The funds were raised through the mall’s Feed-The-Fish and Recycle-A-Bottle “Go Green” community projects.

Speaking to reporters on board the Crystal yacht at a media familiarisation trip in Langkawi, 1 Utama public relations manager Lee Li Lian and assistant manager Joey Choong handed over a mock cheque for RM12,000 to MareCet co-founders Dr Louisa S. Ponnampalam and Fairul Izmal Jamal Hisne.

“Many do not know that there are dolphins in Malaysia. With this contribution, we hope to educate mall visitors of this interesting fact,” said Lee.

Dr Louisa said MareCet had documented more than 200 Indo-Pacific humpback dolphins in Langkawi, in terms of behaviour, movement, distribution and interaction with human activities.

“Humpback dolphins are born grey, but gradually lose their grey pigmentation and turn mottled pink or completely pink as they mature,” she said.

Dr Louisa said they had also spotted Irrawaddy dolphins in Perlis while Bottlenose dolphins with sizes ranging from 3m to 4m, were found in Pulau Payar.

Shoppers feeding fish through 1 Utama’s Feed-The-Fish programme where shoppers buy fish food at RM1 per container for a good cause. — Photos: GLENN GUAN/The Star
Shoppers feeding fish through 1 Utama’s Feed-The-Fish programme where shoppers buy fish food at RM1 per container for a good cause. — Photos: GLENN GUAN/The Star 

She said overfishing, pollution, coastal development, harassment by boats, heavy vessel traffic and lack of awareness were key perceived threats to the marine mammals.

“Our job will not be done until everybody is aware about these aspects,” said Dr Louisa, who is also MareCet chairman.

She said people should understand that marine mammals were an essential part of Malaysia’s natural heritage and biodiversity, acting as indicators of the health of the seas and indicators of change in the marine environment.

Dr Louisa shared that it was disheartening when they found dolphins dying due to plastic pollution while some were injured caused by heavy vessel traffic.

“It is our dream to have more Malaysians trained as marine veterinarians and work with other bodies to conduct health assessment studies on dolphins.

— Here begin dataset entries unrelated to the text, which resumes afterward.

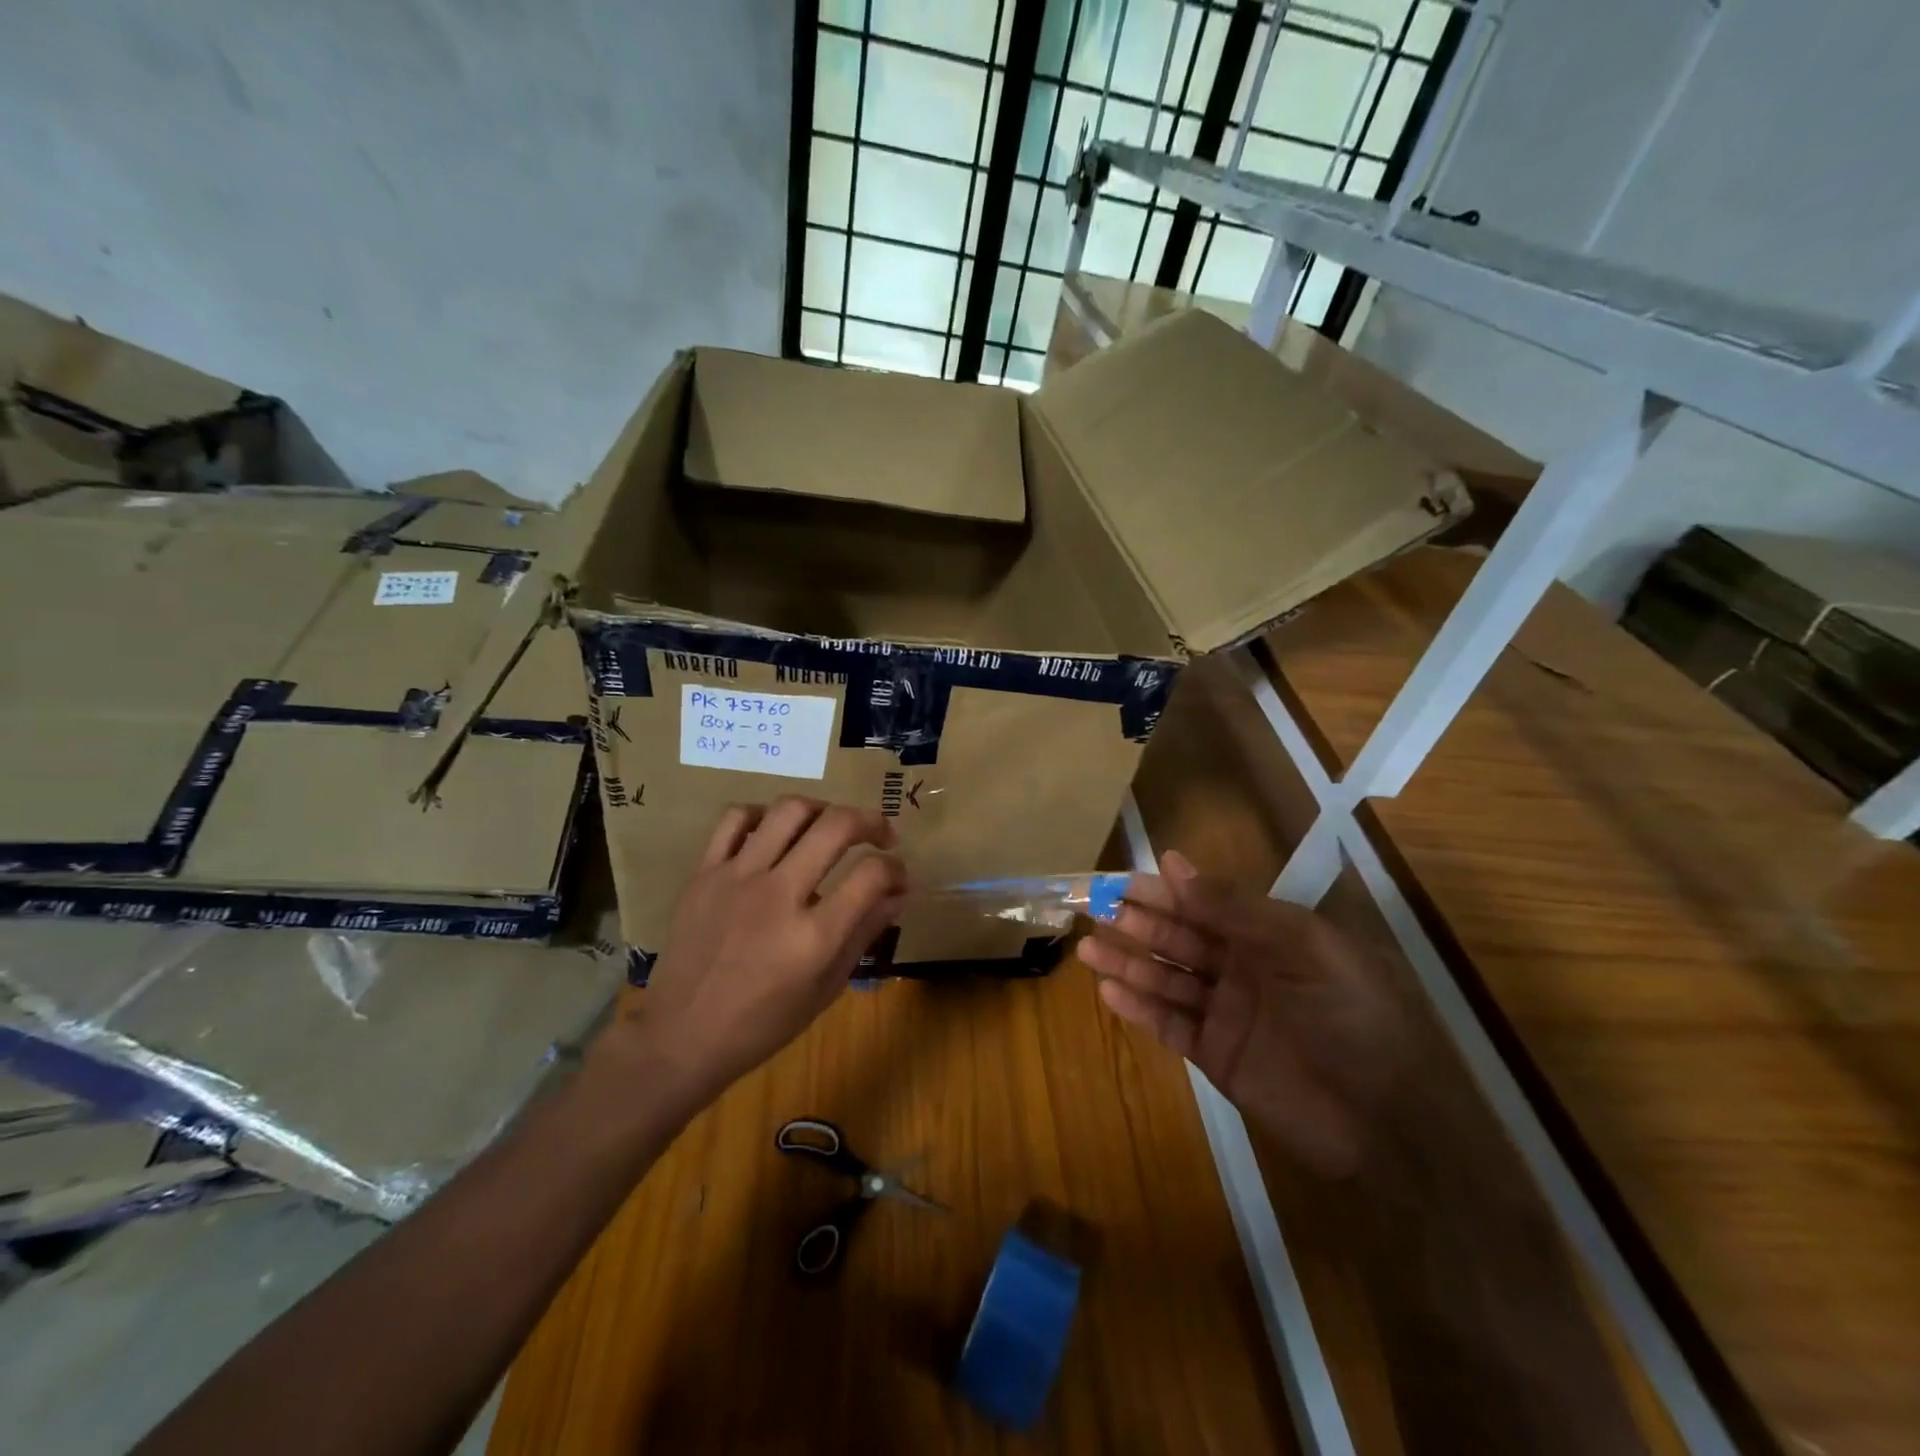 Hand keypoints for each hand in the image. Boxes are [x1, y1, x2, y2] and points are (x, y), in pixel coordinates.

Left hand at [610, 798, 907, 1099]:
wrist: (681, 1037)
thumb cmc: (762, 1024)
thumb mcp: (826, 989)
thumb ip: (864, 934)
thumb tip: (898, 893)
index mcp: (813, 937)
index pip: (872, 875)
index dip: (896, 869)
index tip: (898, 877)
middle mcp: (778, 896)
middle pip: (836, 826)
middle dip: (871, 822)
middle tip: (880, 835)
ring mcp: (737, 878)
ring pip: (789, 810)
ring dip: (823, 809)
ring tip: (829, 826)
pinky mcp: (704, 873)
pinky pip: (735, 819)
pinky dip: (763, 814)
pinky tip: (775, 832)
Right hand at [1077, 850, 1401, 1177]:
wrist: (1389, 1122)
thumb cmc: (1352, 1016)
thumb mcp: (1303, 947)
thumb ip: (1236, 908)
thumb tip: (1173, 865)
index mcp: (1267, 935)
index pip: (1203, 903)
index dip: (1162, 891)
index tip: (1120, 880)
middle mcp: (1241, 968)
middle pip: (1178, 939)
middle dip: (1137, 923)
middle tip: (1092, 909)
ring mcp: (1226, 1013)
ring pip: (1166, 979)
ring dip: (1128, 963)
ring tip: (1086, 949)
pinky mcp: (1216, 1056)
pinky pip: (1170, 1026)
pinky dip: (1139, 1009)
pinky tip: (1109, 992) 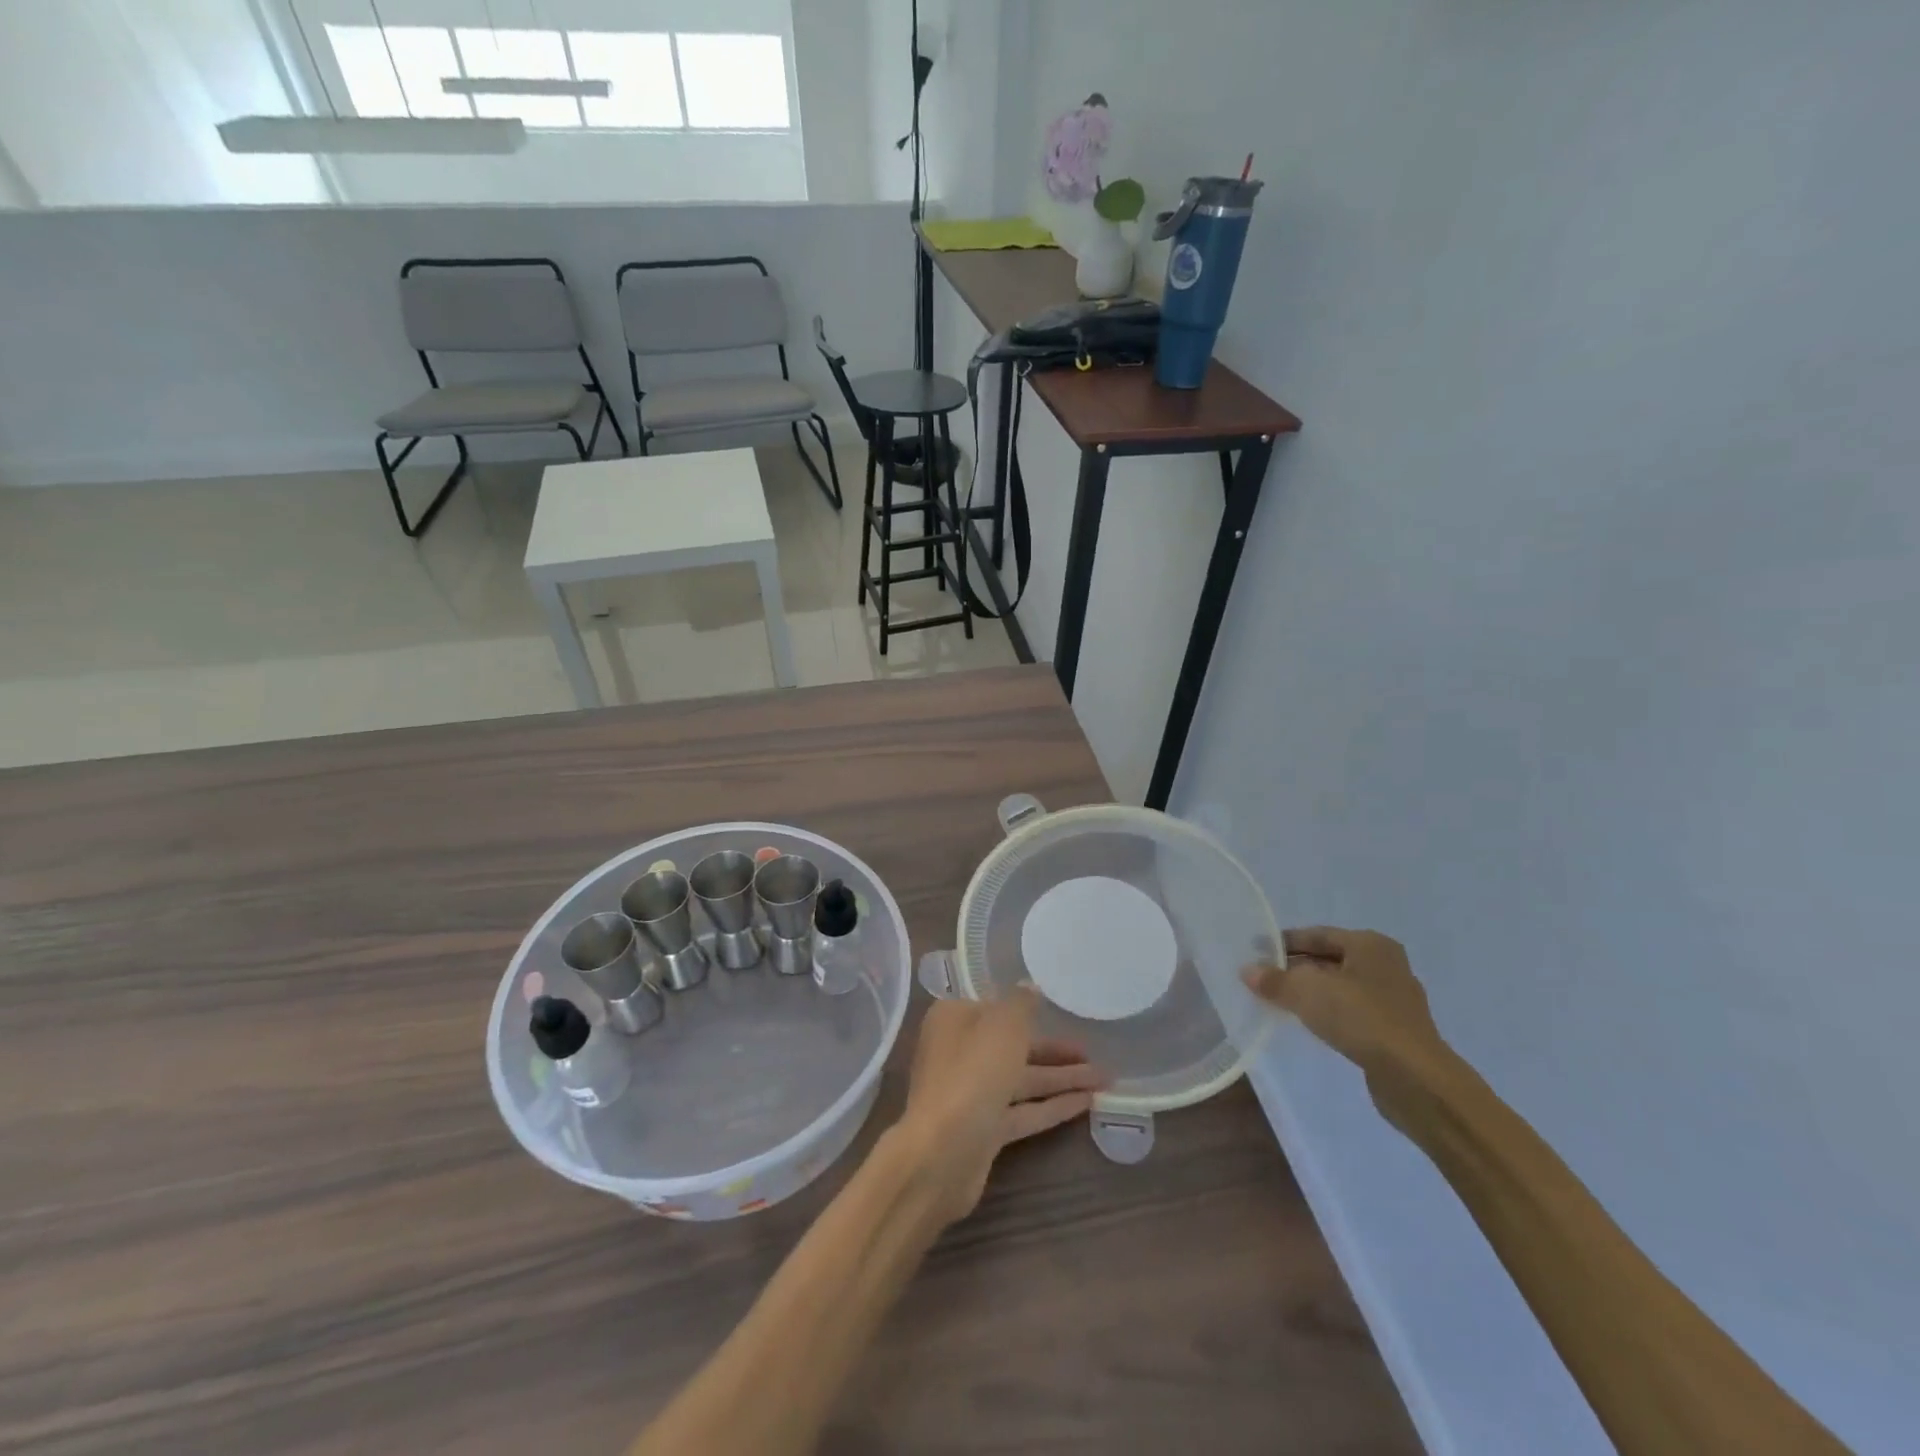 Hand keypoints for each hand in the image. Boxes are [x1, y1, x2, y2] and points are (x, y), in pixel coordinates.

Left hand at [895, 987, 1106, 1225]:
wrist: (942, 1152)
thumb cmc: (973, 1072)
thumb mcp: (1003, 1025)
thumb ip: (1022, 1004)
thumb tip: (1030, 987)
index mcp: (955, 1019)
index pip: (996, 1008)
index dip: (1028, 1010)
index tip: (1061, 1011)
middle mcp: (959, 1052)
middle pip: (1013, 1046)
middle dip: (1053, 1051)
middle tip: (1094, 1052)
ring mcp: (970, 1093)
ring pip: (1022, 1080)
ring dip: (1061, 1079)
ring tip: (1104, 1079)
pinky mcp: (983, 1129)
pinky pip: (1023, 1111)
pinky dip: (1052, 1106)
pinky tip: (1086, 1103)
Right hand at [1242, 927, 1451, 1119]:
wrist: (1415, 1078)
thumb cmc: (1360, 1018)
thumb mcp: (1306, 992)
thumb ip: (1275, 980)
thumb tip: (1248, 971)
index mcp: (1370, 944)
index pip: (1317, 934)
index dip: (1284, 943)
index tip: (1256, 953)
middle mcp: (1387, 965)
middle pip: (1330, 959)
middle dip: (1297, 969)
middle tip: (1265, 979)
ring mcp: (1396, 999)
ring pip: (1342, 987)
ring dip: (1313, 993)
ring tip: (1282, 1002)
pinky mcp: (1397, 1031)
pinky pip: (1354, 1012)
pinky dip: (1331, 1014)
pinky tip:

“We need people to be skilful to catch dolphins for health checks and conduct rescue missions,” said the marine biologist.

Dr Louisa said she hoped corporate bodies would come up with funding to assist MareCet to carry out its research activities for marine mammal conservation.

She said at least 27 species of whales, dolphins, porpoises and dugongs had been recorded in Malaysian waters based on live sightings and other records.

MareCet organises public educational day tours to Kuala Sepetang in Matang for participants to see dolphins and gain first-hand experience about its research.

Besides that, she said, MareCet conducts marine education programmes with schools to create awareness of the matter.

Fairul, who is also MareCet vice-chairman, said they were in the midst of training five new researchers.

They also want to meet with government agencies and related ministry officials to encourage the introduction of favourable policies for marine mammals conservation programmes.

Dr Louisa said local communities should be given the responsibility to manage certain areas so that they would know that overfishing can cause losses in the long run.

Lee said while 1 Utama allocates RM10,000 to RM13,000 for its CSR programme each year, so far, the mall had donated RM192,000 under its Go Green community project.

Previous beneficiaries of the Feed-the-Fish campaign include Sabah’s Bornean Sun Bear Conservation Centre, Malaysian Nature Society, Help Our Penyu, Zoo Negara and WWF Malaysia.